Consider the notion of prevention.  The dictionary definition of prevention is “to keep from happening” or “to hold back.”  The medical definition is not as precise.  There are several levels of prevention in the medical sense including health promotion, early detection, and reducing complications.  Prevention according to medical usage ranges from hand washing, immunizations, screening tests, hygiene, and pest control to  smoking cessation, reducing alcohol consumption, using seat belts, taking drugs to lower cholesterol, using condoms for sex.  We do not need cause and effect evidence (high or medium quality scientific evidence) to engage in many of these behaviors.  Correlational data are adequate to guide us in making many of choices we must to lead a better life.

What about the evidence that interventions may reduce the risk of Alzheimer’s disease.  We have more confidence in interventions that manage as compared to prevent Alzheimer’s.  But this is also true for such diseases as diabetes, cancer, and Parkinson’s.  Correlational studies have brought us a long ways toward better choices, earlier detection, better management, and possibly slowing the progression of these ailments.  I believe the same is true for managing Alzheimer’s disease.  The tone of the Times’ article continues to contribute to the attitude of many that early detection of risk for Alzheimer’s disease is a futile enterprise as “there is nothing that you can do.”  Despite lacking magic bullets against Alzheimer’s or definite scientific evidence, there is clearly so much you can do and there are many good studies providing converging evidence of effective interventions.

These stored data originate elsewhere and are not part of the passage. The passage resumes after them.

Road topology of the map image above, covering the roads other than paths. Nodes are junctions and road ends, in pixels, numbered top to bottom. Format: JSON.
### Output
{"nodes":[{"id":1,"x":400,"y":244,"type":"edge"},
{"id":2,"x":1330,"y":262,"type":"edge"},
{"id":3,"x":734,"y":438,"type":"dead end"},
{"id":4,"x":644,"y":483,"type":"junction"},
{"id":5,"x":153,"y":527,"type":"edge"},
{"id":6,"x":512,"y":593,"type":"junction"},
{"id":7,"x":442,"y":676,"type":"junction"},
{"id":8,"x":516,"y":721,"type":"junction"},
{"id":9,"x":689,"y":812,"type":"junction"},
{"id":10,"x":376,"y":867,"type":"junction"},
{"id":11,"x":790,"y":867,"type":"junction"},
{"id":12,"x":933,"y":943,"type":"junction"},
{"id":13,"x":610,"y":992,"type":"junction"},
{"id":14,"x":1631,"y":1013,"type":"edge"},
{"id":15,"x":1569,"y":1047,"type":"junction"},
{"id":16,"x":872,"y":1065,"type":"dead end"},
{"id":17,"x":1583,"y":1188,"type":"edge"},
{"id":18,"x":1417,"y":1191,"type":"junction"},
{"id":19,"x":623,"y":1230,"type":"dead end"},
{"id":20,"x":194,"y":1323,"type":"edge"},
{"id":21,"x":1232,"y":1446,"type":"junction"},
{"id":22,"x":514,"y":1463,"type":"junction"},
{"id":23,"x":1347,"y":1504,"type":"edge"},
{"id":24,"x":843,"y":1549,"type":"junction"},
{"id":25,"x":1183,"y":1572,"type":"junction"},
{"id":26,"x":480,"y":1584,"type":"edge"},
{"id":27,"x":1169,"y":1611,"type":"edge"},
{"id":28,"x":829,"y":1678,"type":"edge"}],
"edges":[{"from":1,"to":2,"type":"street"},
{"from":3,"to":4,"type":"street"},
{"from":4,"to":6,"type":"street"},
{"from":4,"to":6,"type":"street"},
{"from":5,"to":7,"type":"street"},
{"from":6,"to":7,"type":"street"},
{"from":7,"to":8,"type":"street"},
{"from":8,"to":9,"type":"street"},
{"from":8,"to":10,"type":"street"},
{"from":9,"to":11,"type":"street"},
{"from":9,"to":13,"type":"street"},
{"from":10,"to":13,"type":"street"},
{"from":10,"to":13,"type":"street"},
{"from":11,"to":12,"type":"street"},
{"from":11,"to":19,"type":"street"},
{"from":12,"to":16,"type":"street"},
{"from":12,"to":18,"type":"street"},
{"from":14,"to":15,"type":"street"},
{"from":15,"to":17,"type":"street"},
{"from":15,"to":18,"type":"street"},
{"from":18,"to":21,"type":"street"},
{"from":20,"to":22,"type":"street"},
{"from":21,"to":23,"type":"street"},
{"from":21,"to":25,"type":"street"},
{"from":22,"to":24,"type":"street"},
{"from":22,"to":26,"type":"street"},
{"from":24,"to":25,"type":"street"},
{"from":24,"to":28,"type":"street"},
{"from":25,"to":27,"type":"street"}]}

So what do we know about managing Alzheimer’s disease based on current evidence?  First, having the E4 variant of the ApoE gene or using combination hormones as hormone replacement therapy for women increases your risk for developing Alzheimer’s.  Second, that being depressed, never married, having little social support, having a head injury, or smoking may increase your risk of developing Alzheimer’s.  Third, there are positive and proactive interventions you can include in your life style.  Eat a diet rich in fruits, vegetables, fish and olive oil; become more educated if you have a choice; condition your body; and stay cognitively and socially engaged.  These choices may decrease your “risk of developing” Alzheimer’s.  This is good news.  Despite the fact that there are no guarantees, there are things you can do to help yourself or someone you love.  Furthermore, doing these things improves the quality of your life no matter whether you develop Alzheimer’s or not.